▶ [TASK DIRECTIONS]: Pictures stay out; everything else in the records below gets copied exactly.

▶ [DATA FOR ANALYSIS]:

- - -

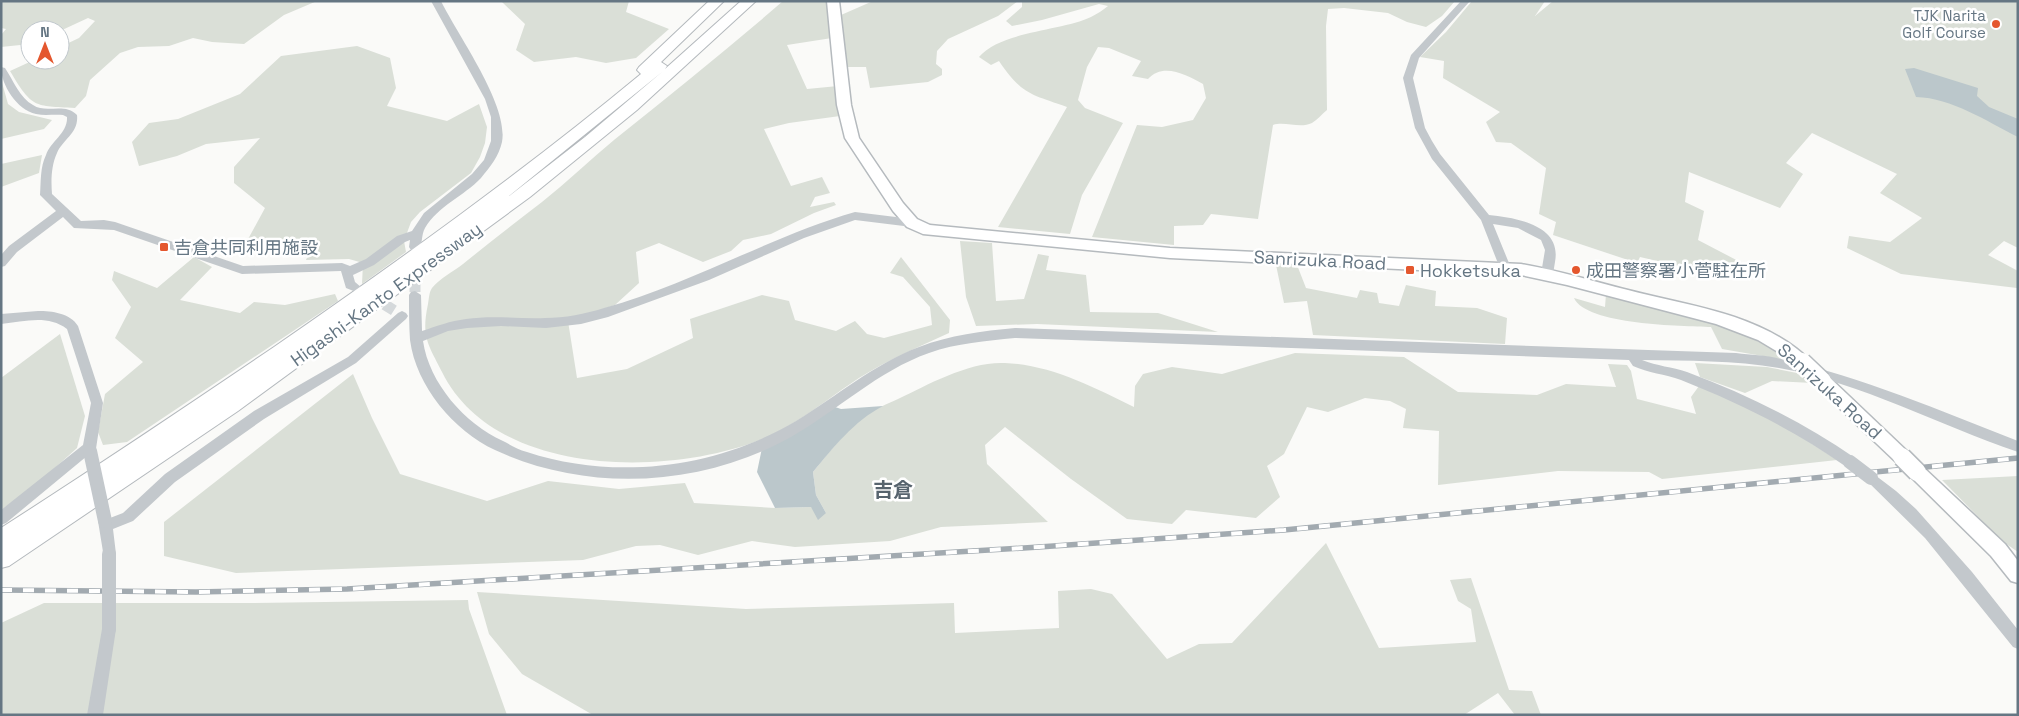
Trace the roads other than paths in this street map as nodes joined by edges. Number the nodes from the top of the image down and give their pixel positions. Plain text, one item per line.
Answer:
1 (436, 1) edge
2 (718, 1) edge
3 (735, 1) edge
4 (749, 1) edge
5 (762, 1) edge
6 (833, 1) edge
7 (1466, 1) edge
8 (1, 70) edge
9 (663, 80) junction
10 (530, 170) junction
11 (64, 211) junction
12 (1486, 219) junction
13 (912, 222) junction
14 (416, 234) junction
15 (414, 248) dead end
16 (1, 263) edge
17 (1505, 268) junction
18 (347, 274) junction
19 (1547, 274) junction
20 (356, 288) dead end
21 (416, 294) tunnel mouth
22 (404, 315) junction
23 (1, 319) edge
24 (416, 339) junction
25 (1632, 354) junction
26 (2015, 446) edge
27 (90, 450) junction
28 (105, 524) junction
29 (4, 541) edge
30 (2018, 575) edge
31 (2018, 642) edge
32 (95, 715) edge

1 - 14 street
2 - 10 highway
3 - 10 highway, Higashi-Kanto Expressway
4 - 9 highway, Higashi-Kanto Expressway
5 - 9 highway
6 - 13 main road, Sanrizuka Road
7 - 12 street
8 - 11 street
9 - 29 highway, Higashi-Kanto Expressway
10 - 29 highway, Higashi-Kanto Expressway
11 - 16 street
11 - 18 street
12 - 17 street
12 - 19 street
13 - 17 main road, Sanrizuka Road
13 - 24 street
14 - 15 street
14 - 18 street
17 - 19 main road, Sanrizuka Road
18 - 20 street
19 - 30 main road, Sanrizuka Road, bridge
21 - 22 street
22 - 24 street
22 - 28 street
23 - 27 street
24 - 25 street
25 - 26 street
25 - 31 street, bridge
27 - 28 street, bridge
27 - 29 street
28 - 32 street, bridge

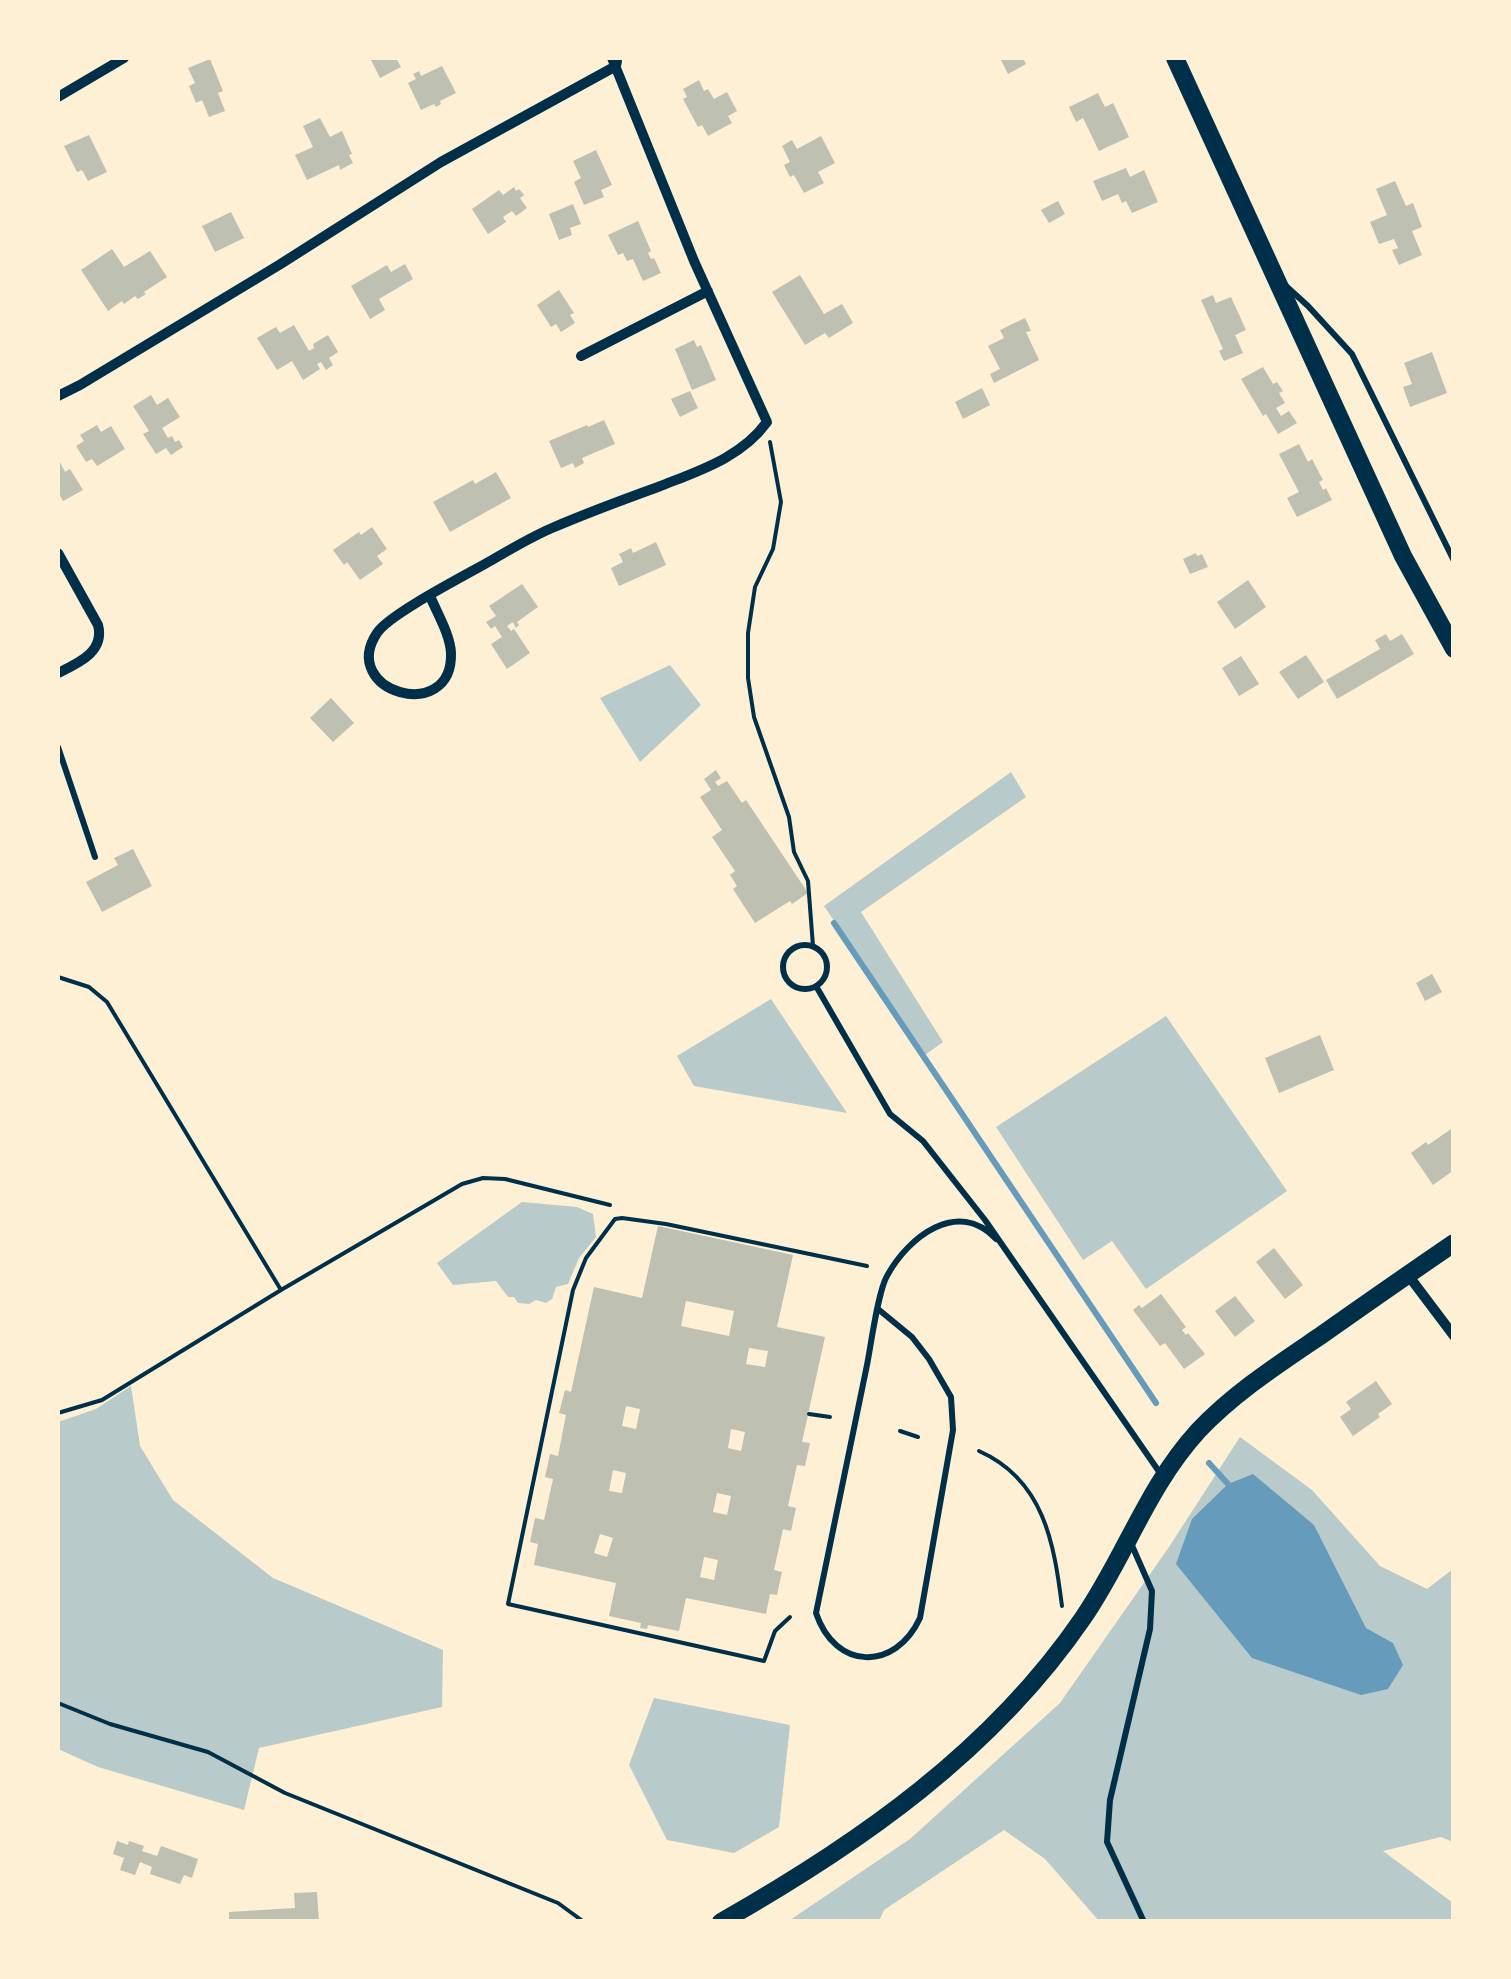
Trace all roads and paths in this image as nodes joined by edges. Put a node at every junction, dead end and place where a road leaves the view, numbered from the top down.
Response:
1 (124, 58) edge
2 (1176, 58) edge
3 (615, 60) edge
4 (58, 97) edge
5 (1274, 276) junction
6 (708, 291) junction
7 (581, 356) dead end
8 (58, 396) edge
9 (767, 422) junction
10 (58, 553) edge
11 (1454, 561) edge
12 (430, 596) junction
13 (1454, 650) edge
14 (58, 673) edge
15 (58, 747) edge
16 (95, 857) dead end
17 (812, 946) junction
18 (58, 977) edge
19 (816, 986) junction
20 (610, 1204) dead end
21 (996, 1238) junction
22 (1454, 1242) edge
23 (867, 1266) dead end
24 (1408, 1275) junction
25 (281, 1290) junction
26 (878, 1309) junction
27 (1454, 1336) edge
28 (58, 1413) edge
29 (808, 1414) dead end
30 (830, 1417) dead end
31 (900, 1431) dead end
32 (918, 1437) dead end
33 (979, 1451) dead end
34 (1163, 1477) junction
35 (1128, 1538) junction
36 (1062, 1606) dead end
37 (790, 1617) dead end
38 (58, 1703) edge
39 (584, 1922) edge
40 (721, 1922) edge
41 (1144, 1922) edge

1 - 4 street
2 - 5 main road
3 - 6 street
3 - 8 street
5 - 11 lane
5 - 13 main road
6 - 7 street
6 - 9 street
9 - 12 street
9 - 17 path
10 - 14 street
12 - 12 street
15 - 16 lane
17 - 19 lane
17 - 19 lane
18 - 25 path
19 - 21 lane
20 - 25 path
21 - 26 lane
21 - 34 lane
22 - 24 main road
23 - 37 path
24 - 27 street
24 - 34 main road
25 - 28 path
26 - 26 lane
29 - 30 path
31 - 32 path
33 - 36 path
34 - 35 main road
35 - 40 main road
35 - 41 lane
38 - 39 path

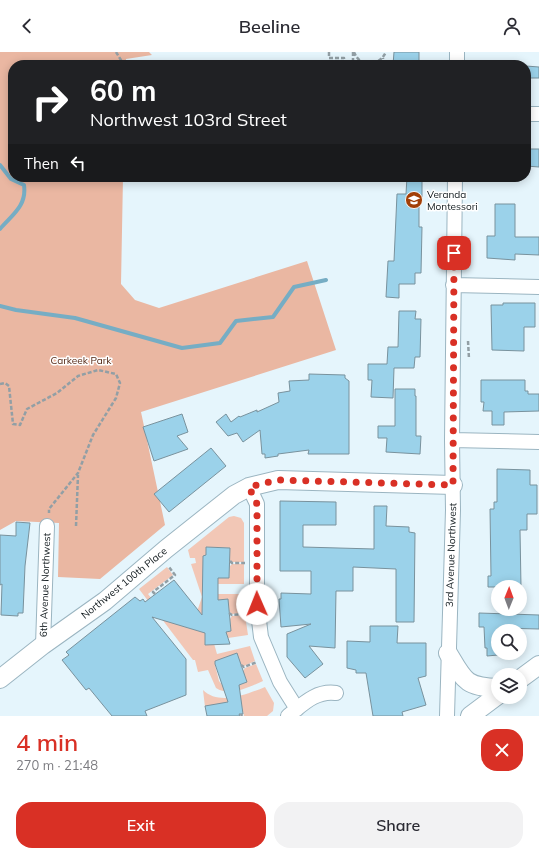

- - -

▶ [YOUR RESPONSE]:
Trace the roads other than paths in this street map as nodes joined by edges. Number the nodes from the top of the image down and give their pixel positions. Plain text, one item per line.
Answer:
1 (436, 1) edge
2 (718, 1) edge
3 (735, 1) edge
4 (749, 1) edge
5 (762, 1) edge
6 (833, 1) edge
7 (1466, 1) edge
8 (1, 70) edge
9 (663, 80) junction
10 (530, 170) junction
11 (64, 211) junction
12 (1486, 219) junction
13 (912, 222) junction
14 (416, 234) junction
15 (414, 248) dead end
16 (1, 263) edge
17 (1505, 268) junction
18 (347, 274) junction
19 (1547, 274) junction
20 (356, 288) dead end
21 (416, 294) tunnel mouth
22 (404, 315) junction
23 (1, 319) edge
24 (416, 339) junction
25 (1632, 354) junction
26 (2015, 446) edge
27 (90, 450) junction
28 (105, 524) junction
29 (4, 541) edge
30 (2018, 575) edge
31 (2018, 642) edge
32 (95, 715) edge

1 - 14 street
2 - 10 highway
3 - 10 highway, Higashi-Kanto Expressway
4 - 9 highway, Higashi-Kanto Expressway
5 - 9 highway
6 - 13 main road, Sanrizuka Road
7 - 12 street
8 - 11 street
9 - 29 highway, Higashi-Kanto Expressway
10 - 29 highway, Higashi-Kanto Expressway
11 - 16 street
11 - 18 street
12 - 17 street
12 - 19 street
13 - 17 main road, Sanrizuka Road
13 - 24 street
14 - 15 street
14 - 18 street
17 - 19 main road, Sanrizuka Road
18 - 20 street
19 - 30 main road, Sanrizuka Road, bridge
21 - 22 street
22 - 24 street
22 - 28 street
23 - 27 street
24 - 25 street
25 - 26 street
25 - 31 street, bridge
27 - 28 street, bridge
27 - 29 street
28 - 32 street, bridge

Trace all roads and paths in this image as nodes joined by edges. Put a node at every junction, dead end and place where a road leaves the view, numbered from the top down.
Response:
1 (124, 58) edge
2 (1176, 58) edge
3 (615, 60) edge
4 (58, 97) edge
5 (1274, 276) junction
6 (708, 291) junction
7 (581, 356) dead end
8 (58, 396) edge
9 (767, 422) junction
10 (58, 553) edge
11 (1454, 561) edge
12 (430, 596) junction
13 (1454, 650) edge
14 (58, 673) edge
15 (58, 747) edge
16 (95, 857) dead end
17 (812, 946) junction
18 (58, 977) edge
19 (816, 986) junction
20 (610, 1204) dead end
21 (996, 1238) junction
22 (1454, 1242) edge
23 (867, 1266) dead end
24 (1408, 1275) junction
25 (281, 1290) junction
26 (878, 1309) junction
27 (1454, 1336) edge
28 (58, 1413) edge
29 (808, 1414) dead end
30 (830, 1417) dead end
31 (900, 1431) dead end
32 (918, 1437) dead end
33 (979, 1451) dead end
34 (1163, 1477) junction
35 (1128, 1538) junction
36 (1062, 1606) dead end
37 (790, 1617) dead end
38 (58, 1703) edge
39 (584, 1922) edge
40 (721, 1922) edge
41 (1144, 1922) edge

1 - 4 street
2 - 5 main road
3 - 6 street
3 - 8 street
5 - 11 lane
5 - 13 main road
6 - 7 street
6 - 9 street
9 - 12 street
9 - 17 path
10 - 14 street
12 - 12 street
15 - 16 lane
17 - 19 lane
17 - 19 lane
18 - 25 path
19 - 21 lane
20 - 25 path
21 - 26 lane
21 - 34 lane
22 - 24 main road
23 - 37 path
24 - 27 street
24 - 34 main road
25 - 28 path
26 - 26 lane
29 - 30 path
31 - 32 path
33 - 36 path
34 - 35 main road
35 - 40 main road
35 - 41 lane
38 - 39 path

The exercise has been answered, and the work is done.